# EXERCISE DETAILS:
Whatever appears in the records apart from pictures must be reproduced exactly.
━━ ENTRIES SHOWN
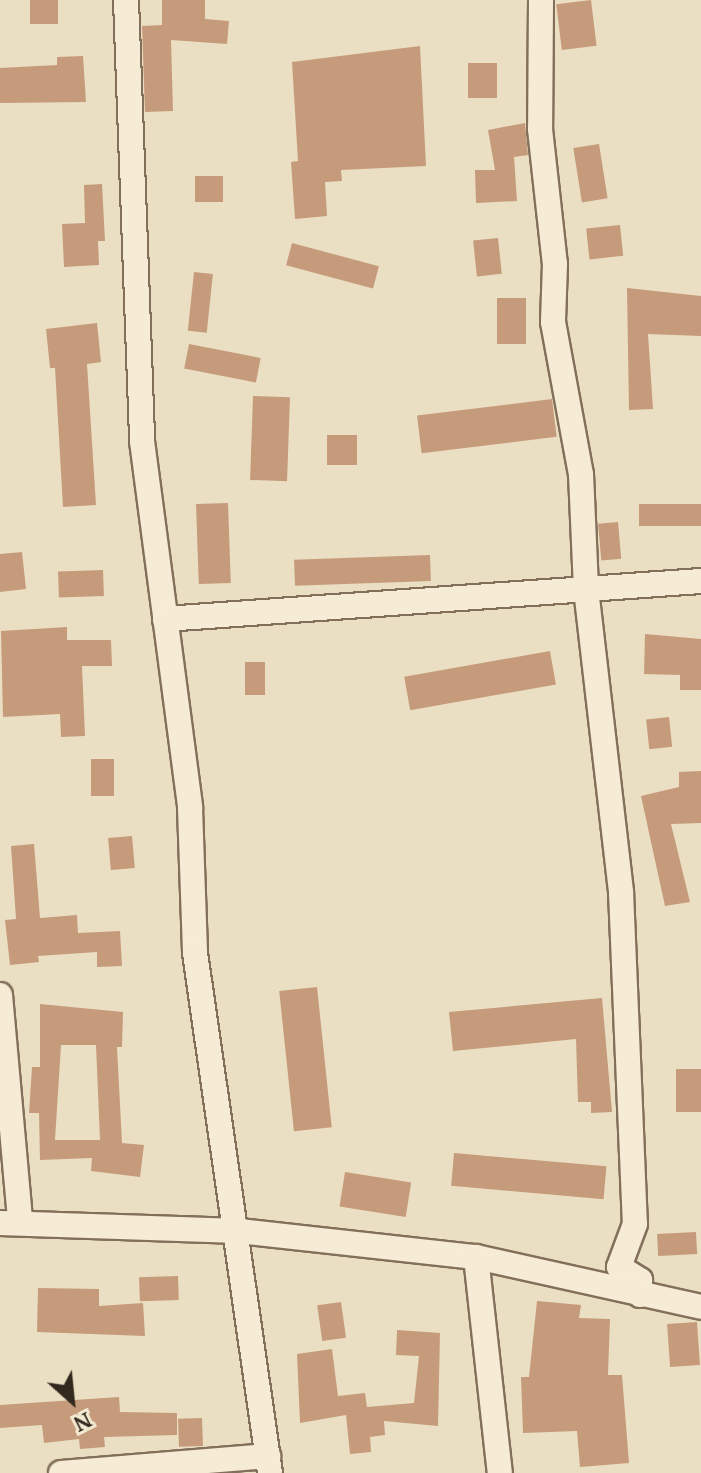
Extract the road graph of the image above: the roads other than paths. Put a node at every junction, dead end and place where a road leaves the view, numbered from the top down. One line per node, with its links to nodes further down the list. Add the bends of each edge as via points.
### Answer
1 (126, 0): 5 (street, via 141,425)
2 (541, 0): 4 (street, via 540,129 555,264 553,322 581,474)
3 (701, 581): 4 (street)
4 (586, 589): 5 (street); 10 (street, via 621,892 635,1224 619,1267 640,1280)
5 (165, 619): 8 (street, via 190,808 195,953)
6 (0, 995): 7 (street)
7 (10, 1222): 8 (street)
8 (239, 1231): 9 (street); 12 (street)
9 (476, 1257): 10 (street); 14 (street)
10 (640, 1295): 11 (street)
11 (701, 1307)
12 (269, 1465): 13 (street)
13 (61, 1473)
14 (500, 1473)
━━━━
# EXERCISE RESULT:
Extract the road graph of the image above: the roads other than paths. Put a node at every junction, dead end and place where a road leaves the view, numbered from the top down. One line per node, with its links to nodes further down the list. Add the bends of each edge as via points.
### Answer
1 (126, 0): 5 (street, via 141,425)
2 (541, 0): 4 (street, via 540,129 555,264 553,322 581,474)
3 (701, 581): 4 (street)
4 (586, 589): 5 (street); 10 (street, via 621,892 635,1224 619,1267 640,1280)
5 (165, 619): 8 (street, via 190,808 195,953)
6 (0, 995): 7 (street)
7 (10, 1222): 8 (street)
8 (239, 1231): 9 (street); 12 (street)
9 (476, 1257): 10 (street); 14 (street)
10 (640, 1295): 11 (street)
11 (701, 1307)
12 (269, 1465): 13 (street)
13 (61, 1473)
14 (500, 1473)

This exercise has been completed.